Provide a verbatim copy of the data below.

+++

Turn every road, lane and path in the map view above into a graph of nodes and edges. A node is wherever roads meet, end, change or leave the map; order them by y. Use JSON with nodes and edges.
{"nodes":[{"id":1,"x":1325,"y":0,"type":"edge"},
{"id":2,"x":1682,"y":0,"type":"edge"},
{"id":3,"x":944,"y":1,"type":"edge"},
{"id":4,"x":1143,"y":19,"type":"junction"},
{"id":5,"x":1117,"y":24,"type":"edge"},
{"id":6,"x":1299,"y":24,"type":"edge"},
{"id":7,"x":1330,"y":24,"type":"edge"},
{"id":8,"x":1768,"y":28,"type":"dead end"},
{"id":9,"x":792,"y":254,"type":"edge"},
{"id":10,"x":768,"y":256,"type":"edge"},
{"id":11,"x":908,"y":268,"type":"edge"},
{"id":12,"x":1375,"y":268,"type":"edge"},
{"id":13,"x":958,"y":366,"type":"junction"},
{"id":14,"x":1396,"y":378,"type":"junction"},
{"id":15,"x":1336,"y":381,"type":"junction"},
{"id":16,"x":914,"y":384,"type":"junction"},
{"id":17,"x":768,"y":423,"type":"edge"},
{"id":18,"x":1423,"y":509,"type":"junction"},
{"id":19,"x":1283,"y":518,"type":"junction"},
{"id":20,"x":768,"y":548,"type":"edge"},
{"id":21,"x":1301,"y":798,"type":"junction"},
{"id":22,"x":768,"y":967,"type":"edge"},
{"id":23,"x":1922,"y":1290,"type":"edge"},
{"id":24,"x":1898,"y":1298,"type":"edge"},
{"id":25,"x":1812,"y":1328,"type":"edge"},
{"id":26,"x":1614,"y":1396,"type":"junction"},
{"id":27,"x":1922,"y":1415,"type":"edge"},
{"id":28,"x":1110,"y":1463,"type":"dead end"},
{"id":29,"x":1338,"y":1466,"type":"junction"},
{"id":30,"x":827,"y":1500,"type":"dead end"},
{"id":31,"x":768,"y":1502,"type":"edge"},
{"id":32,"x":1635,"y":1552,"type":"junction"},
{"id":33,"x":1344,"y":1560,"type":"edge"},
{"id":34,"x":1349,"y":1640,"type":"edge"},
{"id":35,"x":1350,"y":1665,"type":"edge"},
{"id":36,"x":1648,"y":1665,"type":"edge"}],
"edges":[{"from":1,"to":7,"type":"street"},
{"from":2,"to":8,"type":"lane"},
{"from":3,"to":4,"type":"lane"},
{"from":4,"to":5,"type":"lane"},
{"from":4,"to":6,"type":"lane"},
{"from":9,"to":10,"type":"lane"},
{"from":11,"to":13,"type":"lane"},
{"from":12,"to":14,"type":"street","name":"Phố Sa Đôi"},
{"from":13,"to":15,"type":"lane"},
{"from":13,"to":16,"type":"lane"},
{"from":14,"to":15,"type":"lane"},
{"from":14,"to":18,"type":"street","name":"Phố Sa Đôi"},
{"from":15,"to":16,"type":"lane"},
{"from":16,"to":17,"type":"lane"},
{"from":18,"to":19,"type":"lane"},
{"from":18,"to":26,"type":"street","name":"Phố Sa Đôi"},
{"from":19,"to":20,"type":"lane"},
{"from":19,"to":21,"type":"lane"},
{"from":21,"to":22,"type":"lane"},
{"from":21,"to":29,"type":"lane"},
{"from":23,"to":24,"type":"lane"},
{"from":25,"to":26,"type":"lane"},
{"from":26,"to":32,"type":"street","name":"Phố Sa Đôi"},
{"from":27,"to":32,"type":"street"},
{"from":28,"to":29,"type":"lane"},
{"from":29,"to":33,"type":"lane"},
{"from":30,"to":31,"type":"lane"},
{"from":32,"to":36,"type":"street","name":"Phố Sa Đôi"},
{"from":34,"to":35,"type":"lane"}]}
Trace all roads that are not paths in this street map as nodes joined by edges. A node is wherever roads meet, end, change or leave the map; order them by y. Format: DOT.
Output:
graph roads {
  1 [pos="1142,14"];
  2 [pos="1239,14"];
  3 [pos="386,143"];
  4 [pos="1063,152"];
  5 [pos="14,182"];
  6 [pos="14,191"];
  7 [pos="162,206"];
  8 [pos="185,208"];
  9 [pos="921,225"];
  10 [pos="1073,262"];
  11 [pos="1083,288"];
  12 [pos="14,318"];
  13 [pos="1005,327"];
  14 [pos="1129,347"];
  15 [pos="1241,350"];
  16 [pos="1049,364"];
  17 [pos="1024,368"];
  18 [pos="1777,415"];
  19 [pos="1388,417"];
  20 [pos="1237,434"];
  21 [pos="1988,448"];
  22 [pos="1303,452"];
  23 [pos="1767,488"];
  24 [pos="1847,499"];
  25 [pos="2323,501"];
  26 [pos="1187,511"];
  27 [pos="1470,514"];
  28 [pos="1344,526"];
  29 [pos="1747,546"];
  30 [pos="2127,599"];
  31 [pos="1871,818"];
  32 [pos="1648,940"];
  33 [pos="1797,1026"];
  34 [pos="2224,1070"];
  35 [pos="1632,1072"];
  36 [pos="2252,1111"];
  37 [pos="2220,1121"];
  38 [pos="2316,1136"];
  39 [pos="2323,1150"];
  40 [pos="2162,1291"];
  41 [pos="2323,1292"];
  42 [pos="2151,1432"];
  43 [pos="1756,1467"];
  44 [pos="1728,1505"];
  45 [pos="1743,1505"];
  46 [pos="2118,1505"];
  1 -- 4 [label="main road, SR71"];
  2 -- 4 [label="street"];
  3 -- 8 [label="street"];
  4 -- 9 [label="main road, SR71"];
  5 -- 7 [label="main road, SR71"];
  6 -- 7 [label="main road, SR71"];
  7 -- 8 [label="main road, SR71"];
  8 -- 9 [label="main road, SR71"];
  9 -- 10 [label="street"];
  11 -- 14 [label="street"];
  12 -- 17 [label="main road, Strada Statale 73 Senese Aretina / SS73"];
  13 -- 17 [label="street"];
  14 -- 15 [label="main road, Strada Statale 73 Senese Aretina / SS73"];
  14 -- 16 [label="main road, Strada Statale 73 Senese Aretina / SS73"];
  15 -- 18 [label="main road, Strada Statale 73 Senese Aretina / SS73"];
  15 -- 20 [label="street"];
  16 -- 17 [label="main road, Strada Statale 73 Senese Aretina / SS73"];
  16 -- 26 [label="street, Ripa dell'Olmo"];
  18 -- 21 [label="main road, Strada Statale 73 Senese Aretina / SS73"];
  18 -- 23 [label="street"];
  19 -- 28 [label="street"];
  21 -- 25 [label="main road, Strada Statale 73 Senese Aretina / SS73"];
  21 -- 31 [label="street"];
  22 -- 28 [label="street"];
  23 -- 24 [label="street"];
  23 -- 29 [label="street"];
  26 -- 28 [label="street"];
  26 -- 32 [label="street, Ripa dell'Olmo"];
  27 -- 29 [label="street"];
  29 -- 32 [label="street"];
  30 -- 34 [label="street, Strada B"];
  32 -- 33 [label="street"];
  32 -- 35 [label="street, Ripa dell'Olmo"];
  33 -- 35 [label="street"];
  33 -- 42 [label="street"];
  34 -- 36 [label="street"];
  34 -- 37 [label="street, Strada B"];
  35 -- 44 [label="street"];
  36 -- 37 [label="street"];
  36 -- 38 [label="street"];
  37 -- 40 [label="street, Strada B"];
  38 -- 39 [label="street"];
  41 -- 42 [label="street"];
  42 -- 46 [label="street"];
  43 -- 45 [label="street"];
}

+++

• [RESPONSE AREA]
Turn every road, lane and path in the map view above into a graph of nodes and edges. A node is wherever roads meet, end, change or leave the map; order them by y. Use JSON with nodes and edges.
{"nodes":[{"id":1,"x":1325,"y":0,"type":"edge"},
{"id":2,"x":1682,"y":0,"type":"edge"},
{"id":3,"x":944,"y":1,"type":"edge"},
{"id":4,"x":1143,"y":19,"type":"junction"},
{"id":5,"x":1117,"y":24,"type":"edge"},
{"id":6,"x":1299,"y":24,"type":"edge"},
{"id":7,"x":1330,"y":24,"type":"edge"},
{"id":8,"x":1768,"y":28,"type":"dead end"},
{"id":9,"x":792,"y":254,"type":"edge"},
{"id":10,"x":768,"y":256,"type":"edge"},
{"id":11,"x":908,"y":268,"type":"edge"},
{"id":12,"x":1375,"y":268,"type":"edge"},
{"id":13,"x":958,"y":366,"type":"junction"},
{"id":14,"x":1396,"y":378,"type":"junction"},
{"id":15,"x":1336,"y":381,"type":"junction"},
{"id":16,"x":914,"y":384,"type":"junction"},
{"id":17,"x":768,"y":423,"type":"edge"},
{"id":18,"x":1423,"y":509,"type":"junction"},
{"id":19,"x":1283,"y":518,"type":"junction"},
{"id":20,"x":768,"y":548,"type":"edge"},
{"id":21,"x":1301,"y":798,"type":"junction"},
{"id":22,"x":768,"y":967,"type":"edge"},
{"id":23,"x":1922,"y":1290,"type":"edge"},
{"id":24,"x":1898,"y":1298,"type":"edge"},
{"id":25,"x":1812,"y":1328,"type":"edge"},
{"id":26,"x":1614,"y":1396,"type":"junction"},
{"id":27,"x":1922,"y":1415,"type":"edge"},
{"id":28,"x":1110,"y":1463,"type":"dead end"},
{"id":29,"x":1338,"y":1466,"type":"junction"},
{"id":30,"x":827,"y":1500,"type":"dead end"},
{"id":31,"x":768,"y":1502,"type":"edge"},
{"id":32,"x":1635,"y":1552,"type":"junction"},
{"id":33,"x":1344,"y":1560,"type":"edge"},
{"id":34,"x":1349,"y":1640,"type":"edge"},
{"id":35,"x":1350,"y":1665,"type":"edge"},
{"id":36,"x":1648,"y":1665,"type":"edge"}],
"edges":[{"from":1,"to":7,"type":"street"},
{"from":2,"to":8,"type":"lane"},
{"from":3,"to":4,"type":"lane"},
{"from":4,"to":5,"type":"lane"},
{"from":4,"to":6,"type":"lane"},
{"from":9,"to":10,"type":"lane"},
{"from":11,"to":13,"type":"lane"},
{"from":12,"to":14,"type":"street","name":"Phố Sa Đôi"},
{"from":13,"to":15,"type":"lane"},
{"from":13,"to":16,"type":"lane"},
{"from":14,"to":15,"type":"lane"},
{"from":14,"to":18,"type":"street","name":"Phố Sa Đôi"},
{"from":15,"to":16,"type":"lane"},
{"from":16,"to":17,"type":"lane"},
{"from":18,"to":19,"type":"lane"},
{"from":18,"to":26,"type":"street","name":"Phố Sa Đôi"},
{"from":19,"to":20,"type":"lane"},
{"from":19,"to":21,"type":"lane"},
{"from":21,"to":22,"type":"lane"},
{"from":21,"to":29,"type":"lane"},
{"from":23,"to":24,"type":"lane"},
{"from":25,"to":26,"type":"lane"},
{"from":26,"to":32,"type":"street","name":"Phố Sa Đôi"},
{"from":27,"to":32,"type":"street"},
{"from":28,"to":29,"type":"lane"},
{"from":29,"to":33,"type":"lane"},
{"from":30,"to":31,"type":"lane"},
{"from":32,"to":36,"type":"street","name":"Phố Sa Đôi"},
{"from":34,"to":35,"type":"lane"}]}
Trace all roads that are not paths in this street map as nodes joined by edges. A node is wherever roads meet, end, change or leave the map; order them by y. Format: DOT.
Output:
graph roads {
  1 [pos="1142,14"];
  2 [pos="1239,14"];
  3 [pos="386,143"];
  4 [pos="1063,152"];
  5 [pos="14,182"];
  6 [pos="14,191"];
  7 [pos="162,206"];
  8 [pos="185,208"];
  9 [pos="921,225"];
  10 [pos="1073,262"];
  11 [pos="1083,288"];
  12 [pos="14,318"];
  13 [pos="1005,327"];
  14 [pos="1129,347"];
  15 [pos="1241,350"];
  16 [pos="1049,364"];
  17 [pos="1024,368"];
  18 [pos="1777,415"];
  19 [pos="1388,417"];
  20 [pos="1237,434"];
  21 [pos="1988,448"];
  22 [pos="1303,452"];
  23 [pos="1767,488"];
  24 [pos="1847,499"];
  25 [pos="2323,501"];
  26 [pos="1187,511"];
  27 [pos="1470,514"];
  28 [pos="1344,526"];
  29 [pos="1747,546"];
  30 [pos="2127,599"];
  31 [pos="1871,818"];
  32 [pos="1648,940"];
  33 [pos="1797,1026"];
  34 [pos="2224,1070"];
  35 [pos="1632,1072"];
  36 [pos="2252,1111"];
  37 [pos="2220,1121"];
  38 [pos="2316,1136"];
  39 [pos="2323,1150"];
  40 [pos="2162,1291"];
  41 [pos="2323,1292"];
  42 [pos="2151,1432"];
  43 [pos="1756,1467"];
  44 [pos="1728,1505"];
  45 [pos="1743,1505"];
  46 [pos="2118,1505"];
  1 -- 4 [label="main road, SR71"];
  2 -- 4 [label="street"];
  3 -- 8 [label="street"];
  4 -- 9 [label="main road, SR71"];
  5 -- 7 [label="main road, SR71"];
  6 -- 7 [label="main road, SR71"];
  7 -- 8 [label="main road, SR71"];
  8 -- 9 [label="main road, SR71"];
  9 -- 10 [label="street"];
  11 -- 14 [label="street"];
  12 -- 17 [label="main road, Strada Statale 73 Senese Aretina / SS73"];
  13 -- 17 [label="street"];
  14 -- 15 [label="main road, Strada Statale 73 Senese Aretina / SS73"];
  14 -- 16 [label="main road, Strada Statale 73 Senese Aretina / SS73"];
  15 -- 18 [label="main road, Strada Statale 73 Senese Aretina / SS73"];
  15 -- 20 [label="street"];
  16 -- 17 [label="main road, Strada Statale 73 Senese Aretina / SS73"];
  16 -- 26 [label="street, Ripa dell'Olmo"];
  18 -- 21 [label="main road, Strada Statale 73 Senese Aretina / SS73"];
  18 -- 23 [label="street"];
  19 -- 28 [label="street"];
  21 -- 25 [label="main road, Strada Statale 73 Senese Aretina / SS73"];
  21 -- 31 [label="street"];
  22 -- 28 [label="street"];
  23 -- 24 [label="street"];
  23 -- 29 [label="street"];
  26 -- 28 [label="street"];
  26 -- 32 [label="street, Ripa dell'Olmo"];
  27 -- 29 [label="street"];
  29 -- 32 [label="street"];
  30 -- 34 [label="street, Strada B"];
  32 -- 33 [label="street"];
  32 -- 35 [label="street, Ripa dell'Olmo"];
  33 -- 35 [label="street"];
  33 -- 42 [label="street"];
  34 -- 36 [label="street"];
  34 -- 37 [label="street, Strada B"];
  35 -- 44 [label="street"];
  36 -- 37 [label="street"];
  36 -- 38 [label="street"];
  37 -- 40 [label="street, Strada B"];
  38 -- 39 [label="street"];
  41 -- 42 [label="street"];
  42 -- 46 [label="street"];
  43 -- 45 [label="street"];
}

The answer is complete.